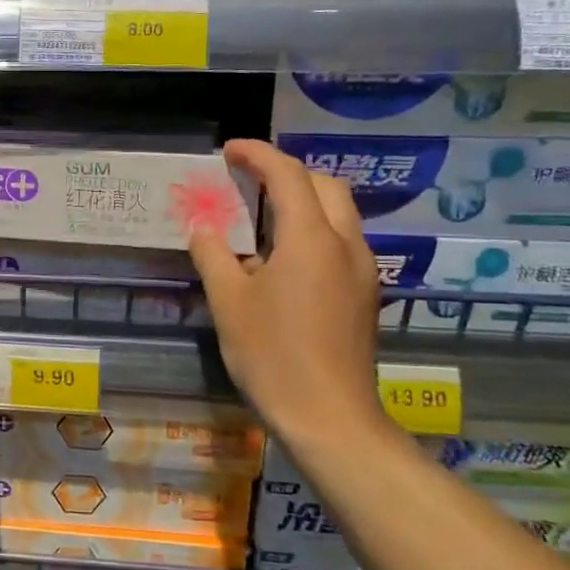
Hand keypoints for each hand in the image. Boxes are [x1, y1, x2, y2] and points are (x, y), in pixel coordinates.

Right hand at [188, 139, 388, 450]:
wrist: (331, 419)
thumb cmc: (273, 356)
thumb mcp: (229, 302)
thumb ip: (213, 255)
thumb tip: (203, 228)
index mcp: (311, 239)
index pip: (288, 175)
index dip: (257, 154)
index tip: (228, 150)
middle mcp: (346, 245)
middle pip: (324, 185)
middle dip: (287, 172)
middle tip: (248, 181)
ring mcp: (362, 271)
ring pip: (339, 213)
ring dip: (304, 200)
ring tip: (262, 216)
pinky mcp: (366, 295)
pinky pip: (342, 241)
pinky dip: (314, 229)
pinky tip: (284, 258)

########################################

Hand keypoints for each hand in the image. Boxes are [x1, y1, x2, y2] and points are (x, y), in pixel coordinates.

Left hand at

########################################

_Task item_
Reproduce exactly the entries above, limited to the lines from the one with "index tip: (228, 150)" through the one with "pinky tip: (284, 258)", both included.

_Output of the exercise_
index tip: (228, 150)
middle mcp: (346, 245)
middle pip: (324, 185)
middle dip: (287, 172)
middle tip: (248, 181)
ring mcp: (362, 271)
ring pip: (339, 213)
ring dip: (304, 200)
ring tip: (262, 216)
pinky mcp: (366, 295)
pinky pip: (342, 241)
pinky dip: (314, 229)
pinky tip: (284, 258)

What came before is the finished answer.